Data entries
────────────────

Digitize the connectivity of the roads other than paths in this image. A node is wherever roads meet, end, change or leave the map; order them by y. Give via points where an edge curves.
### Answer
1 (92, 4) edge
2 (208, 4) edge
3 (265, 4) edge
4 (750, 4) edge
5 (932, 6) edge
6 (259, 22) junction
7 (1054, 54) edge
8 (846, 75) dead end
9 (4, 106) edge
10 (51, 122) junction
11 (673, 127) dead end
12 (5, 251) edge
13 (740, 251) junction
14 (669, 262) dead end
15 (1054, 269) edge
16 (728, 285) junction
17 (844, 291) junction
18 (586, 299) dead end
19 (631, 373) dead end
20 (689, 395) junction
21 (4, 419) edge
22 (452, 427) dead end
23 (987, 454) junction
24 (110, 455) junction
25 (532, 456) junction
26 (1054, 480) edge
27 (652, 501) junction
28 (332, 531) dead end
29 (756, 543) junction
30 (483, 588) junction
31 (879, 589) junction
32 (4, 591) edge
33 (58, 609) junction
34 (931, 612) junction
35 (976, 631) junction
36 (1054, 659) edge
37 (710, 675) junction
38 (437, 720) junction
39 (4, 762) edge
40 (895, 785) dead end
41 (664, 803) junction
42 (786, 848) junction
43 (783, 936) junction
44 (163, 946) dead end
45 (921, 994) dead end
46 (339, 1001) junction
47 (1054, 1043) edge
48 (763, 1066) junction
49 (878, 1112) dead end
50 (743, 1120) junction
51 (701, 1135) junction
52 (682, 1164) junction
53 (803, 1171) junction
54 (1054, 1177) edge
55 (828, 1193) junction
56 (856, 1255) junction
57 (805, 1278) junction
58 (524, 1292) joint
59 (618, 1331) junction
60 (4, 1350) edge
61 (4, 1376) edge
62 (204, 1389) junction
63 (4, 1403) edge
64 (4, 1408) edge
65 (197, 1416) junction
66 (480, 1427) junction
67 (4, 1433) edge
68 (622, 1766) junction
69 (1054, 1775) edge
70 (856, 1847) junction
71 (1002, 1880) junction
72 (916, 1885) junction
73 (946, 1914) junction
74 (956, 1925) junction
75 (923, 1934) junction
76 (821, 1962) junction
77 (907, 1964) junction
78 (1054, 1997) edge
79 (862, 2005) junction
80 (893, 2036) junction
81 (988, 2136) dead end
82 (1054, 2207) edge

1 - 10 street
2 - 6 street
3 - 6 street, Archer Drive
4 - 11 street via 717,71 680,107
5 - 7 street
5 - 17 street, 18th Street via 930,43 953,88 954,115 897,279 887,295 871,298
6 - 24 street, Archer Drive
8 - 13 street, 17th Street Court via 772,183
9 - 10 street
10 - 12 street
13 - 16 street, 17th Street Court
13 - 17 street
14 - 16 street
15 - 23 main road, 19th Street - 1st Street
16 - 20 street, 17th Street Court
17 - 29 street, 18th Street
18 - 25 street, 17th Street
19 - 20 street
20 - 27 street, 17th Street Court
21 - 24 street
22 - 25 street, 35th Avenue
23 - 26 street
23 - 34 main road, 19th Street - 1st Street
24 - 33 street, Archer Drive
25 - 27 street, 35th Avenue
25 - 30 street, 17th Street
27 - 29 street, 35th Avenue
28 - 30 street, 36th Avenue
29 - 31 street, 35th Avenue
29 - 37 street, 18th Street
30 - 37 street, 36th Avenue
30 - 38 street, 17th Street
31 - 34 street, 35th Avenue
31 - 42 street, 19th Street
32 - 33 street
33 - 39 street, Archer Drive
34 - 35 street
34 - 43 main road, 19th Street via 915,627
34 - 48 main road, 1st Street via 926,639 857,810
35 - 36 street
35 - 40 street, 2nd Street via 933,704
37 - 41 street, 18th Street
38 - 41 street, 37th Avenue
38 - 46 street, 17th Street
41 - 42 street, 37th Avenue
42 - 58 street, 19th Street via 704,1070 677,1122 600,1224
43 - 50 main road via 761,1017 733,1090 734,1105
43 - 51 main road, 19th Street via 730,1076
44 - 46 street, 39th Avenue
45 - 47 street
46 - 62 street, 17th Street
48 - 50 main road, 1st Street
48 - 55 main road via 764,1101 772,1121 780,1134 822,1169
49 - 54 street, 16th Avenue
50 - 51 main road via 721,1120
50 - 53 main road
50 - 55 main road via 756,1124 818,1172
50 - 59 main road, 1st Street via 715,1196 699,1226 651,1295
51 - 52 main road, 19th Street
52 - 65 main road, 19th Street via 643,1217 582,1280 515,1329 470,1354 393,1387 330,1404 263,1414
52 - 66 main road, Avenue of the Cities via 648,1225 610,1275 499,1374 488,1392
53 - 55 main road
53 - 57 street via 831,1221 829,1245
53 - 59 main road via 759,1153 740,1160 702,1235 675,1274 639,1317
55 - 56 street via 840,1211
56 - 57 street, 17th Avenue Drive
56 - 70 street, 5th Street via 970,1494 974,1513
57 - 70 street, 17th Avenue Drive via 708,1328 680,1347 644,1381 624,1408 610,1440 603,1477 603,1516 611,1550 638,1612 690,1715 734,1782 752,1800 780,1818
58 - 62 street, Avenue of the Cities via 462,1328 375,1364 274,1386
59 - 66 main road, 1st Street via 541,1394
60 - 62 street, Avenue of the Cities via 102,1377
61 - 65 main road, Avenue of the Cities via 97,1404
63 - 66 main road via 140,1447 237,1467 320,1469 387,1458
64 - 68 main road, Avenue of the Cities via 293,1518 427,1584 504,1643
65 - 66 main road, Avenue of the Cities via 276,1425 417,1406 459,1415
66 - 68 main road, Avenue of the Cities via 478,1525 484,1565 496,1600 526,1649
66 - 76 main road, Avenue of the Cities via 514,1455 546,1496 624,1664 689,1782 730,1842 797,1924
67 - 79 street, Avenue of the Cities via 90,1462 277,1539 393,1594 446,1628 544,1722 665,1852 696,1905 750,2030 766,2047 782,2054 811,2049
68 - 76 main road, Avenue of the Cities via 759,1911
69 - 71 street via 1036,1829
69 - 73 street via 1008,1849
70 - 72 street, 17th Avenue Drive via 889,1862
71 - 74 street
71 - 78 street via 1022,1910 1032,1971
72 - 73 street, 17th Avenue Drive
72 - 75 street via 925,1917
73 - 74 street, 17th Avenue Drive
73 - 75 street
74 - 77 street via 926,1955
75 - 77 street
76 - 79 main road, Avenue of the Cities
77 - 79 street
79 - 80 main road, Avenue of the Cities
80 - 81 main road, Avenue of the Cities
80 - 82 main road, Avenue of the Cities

────────────────

(Your objective):
Every record above is to be copied out again exactly as written.

(Written response):
Digitize the connectivity of the roads other than paths in this image. A node is wherever roads meet, end, change or leave the map; order them by y. Give via points where an edge curves.
### Answer
1 (92, 4) edge
2 (208, 4) edge
3 (265, 4) edge
4 (750, 4) edge
5 (932, 6) edge
6 (259, 22) junction
7 (1054, 54) edge
8 (846, 75) dead end
9 (4, 106) edge
10 (51, 122) junction
11 (673, 127) dead end
12 (5, 251) edge
13 (740, 251) junction
14 (669, 262) dead end
15 (1054, 269) edge
16 (728, 285) junction
17 (844, 291) junction
18 (586, 299) dead end
19 (631, 373) dead end
20 (689, 395) junction
21 (4, 419) edge
22 (452, 427) dead end
23 (987, 454) junction
24 (110, 455) junction
25 (532, 456) junction
26 (1054, 480) edge
27 (652, 501) junction
28 (332, 531) dead end
29 (756, 543) junction
30 (483, 588) junction
31 (879, 589) junction
32 (4, 591) edge
33 (58, 609) junction
34 (931, 612) junction
35 (976, 631) junction
36 (1054, 659) edge
37 (710, 675) junction
38 (437, 720) junction
39 (4, 762) edge
40 (895, 785) dead end
41 (664, 803) junction
42 (786, 848) junction
43 (783, 936) junction
44 (163, 946) dead end
45 (921, 994) dead end
46 (339, 1001) junction
47 (1054, 1043) edge
48 (763, 1066) junction
49 (878, 1112) dead end
50 (743, 1120) junction
51 (701, 1135) junction
52 (682, 1164) junction
53 (803, 1171) junction
54 (1054, 1177) edge
55 (828, 1193) junction
56 (856, 1255) junction
57 (805, 1278) junction
58 (524, 1292) joint
59 (618, 1331) junction
60 (4, 1350) edge
61 (4, 1376) edge
62 (204, 1389) junction
63 (4, 1403) edge
64 (4, 1408) edge
65 (197, 1416) junction
66 (480, 1427) junction
67 (4, 1433) edge
68 (622, 1766) junction
69 (1054, 1775) edge
70 (856, 1847) junction
71 (1002, 1880) junction
72 (916, 1885) junction
73 (946, 1914) junction
74 (956, 1925) junction
75 (923, 1934) junction
76 (821, 1962) junction
77 (907, 1964) junction
78 (1054, 1997) edge
79 (862, 2005) junction
80 (893, 2036) junction
81 (988, 2136) dead end
82 (1054, 2207) edge

1 - 10 street
2 - 6 street
3 - 6 street, Archer Drive
4 - 11 street via 717,71 680,107
5 - 7 street
5 - 17 street, 18th Street via 930,43 953,88 954,115 897,279 887,295 871,298
6 - 24 street, Archer Drive
8 - 13 street, 17th Street Court via 772,183
9 - 10 street
10 - 12 street
13 - 16 street, 17th Street Court
13 - 17 street
14 - 16 street
15 - 23 main road, 19th Street - 1st Street
16 - 20 street, 17th Street Court
17 - 29 street, 18th Street
18 - 25 street, 17th Street
19 - 20 street
20 - 27 street, 17th Street Court
21 - 24 street
22 - 25 street, 35th Avenue
23 - 26 street
23 - 34 main road, 19th Street - 1st Street
24 - 33 street, Archer Drive
25 - 27 street, 35th Avenue
25 - 30 street, 17th Street
27 - 29 street, 35th Avenue
28 - 30 street, 36th Avenue
29 - 31 street, 35th Avenue
29 - 37 street, 18th Street
30 - 37 street, 36th Avenue
30 - 38 street, 17th Street
31 - 34 street, 35th Avenue
31 - 42 street, 19th Street
32 - 33 street
33 - 39 street, Archer Drive
34 - 35 street
34 - 43 main road, 19th Street via 915,627
34 - 48 main road, 1st Street via 926,639 857,810
35 - 36 street
35 - 40 street, 2nd Street via 933,704
37 - 41 street, 18th Street
38 - 41 street, 37th Avenue
38 - 46 street, 17th Street
41 - 42 street, 37th Avenue
42 - 58 street, 19th Street via 704,1070 677,1122 600,1224
43 - 50 main road via 761,1017 733,1090 734,1105
43 - 51 main road, 19th Street via 730,1076
44 - 46 street, 39th Avenue
45 - 47 street
46 - 62 street, 17th Street
48 - 50 main road, 1st Street
48 - 55 main road via 764,1101 772,1121 780,1134 822,1169
49 - 54 street, 16th Avenue
50 - 51 main road via 721,1120
50 - 53 main road
50 - 55 main road via 756,1124 818,1172
50 - 59 main road, 1st Street via 715,1196 699,1226 651,1295
51 - 52 main road, 19th Street
52 - 65 main road, 19th Street via 643,1217 582,1280 515,1329 470,1354 393,1387 330,1404 263,1414
52 - 66 main road, Avenue of the Cities via 648,1225 610,1275 499,1374 488,1392
53 - 55 main road
53 - 57 street via 831,1221 829,1245
53 - 59 main road via 759,1153 740,1160 702,1235 675,1274 639,1317
55 - 56 street via 840,1211
56 - 57 street, 17th Avenue Drive
56 - 70 street, 5th Street via 970,1494 974,1513
57 - 70 street, 17th Avenue Drive via 708,1328 680,1347 644,1381 624,1408 610,1440 603,1477 603,1516 611,1550 638,1612 690,1715 734,1782 752,1800 780,1818
58 - 62 street, Avenue of the Cities via 462,1328 375,1364 274,1386
59 - 66 main road, 1st Street via 541,1394
60 - 62 street, Avenue of the Cities via 102,1377
61 - 65 main road, Avenue of the Cities via 97,1404
63 - 66 main road via 140,1447 237,1467 320,1469 387,1458
64 - 68 main road, Avenue of the Cities via 293,1518 427,1584 504,1643
65 - 66 main road, Avenue of the Cities via 276,1425 417,1406 459,1415
66 - 68 main road, Avenue of the Cities via 478,1525 484,1565 496,1600 526,1649
66 - 76 main road, Avenue of the Cities via 514,1455 546,1496 624,1664 689,1782 730,1842 797,1924
67 - 79 street, Avenue of the Cities via 90,1462 277,1539 393,1594 446,1628 544,1722 665,1852 696,1905 750,2030 766,2047 782,2054 811,2049
68 - 76 main road, Avenue of the Cities via 759,1911
69 - 71 street via 1036,1829
69 - 73 street via 1008,1849
70 - 72 street, 17th Avenue Drive via 889,1862
71 - 74 street
71 - 78 street via 1022,1910 1032,1971
72 - 73 street, 17th Avenue Drive
72 - 75 street via 925,1917
73 - 74 street, 17th Avenue Drive
73 - 75 street
74 - 77 street via 926,1955
75 - 77 street
76 - 79 main road, Avenue of the Cities
77 - 79 street
79 - 80 main road, Avenue of the Cities
80 - 81 main road, Avenue of the Cities
80 - 82 main road, Avenue of the Cities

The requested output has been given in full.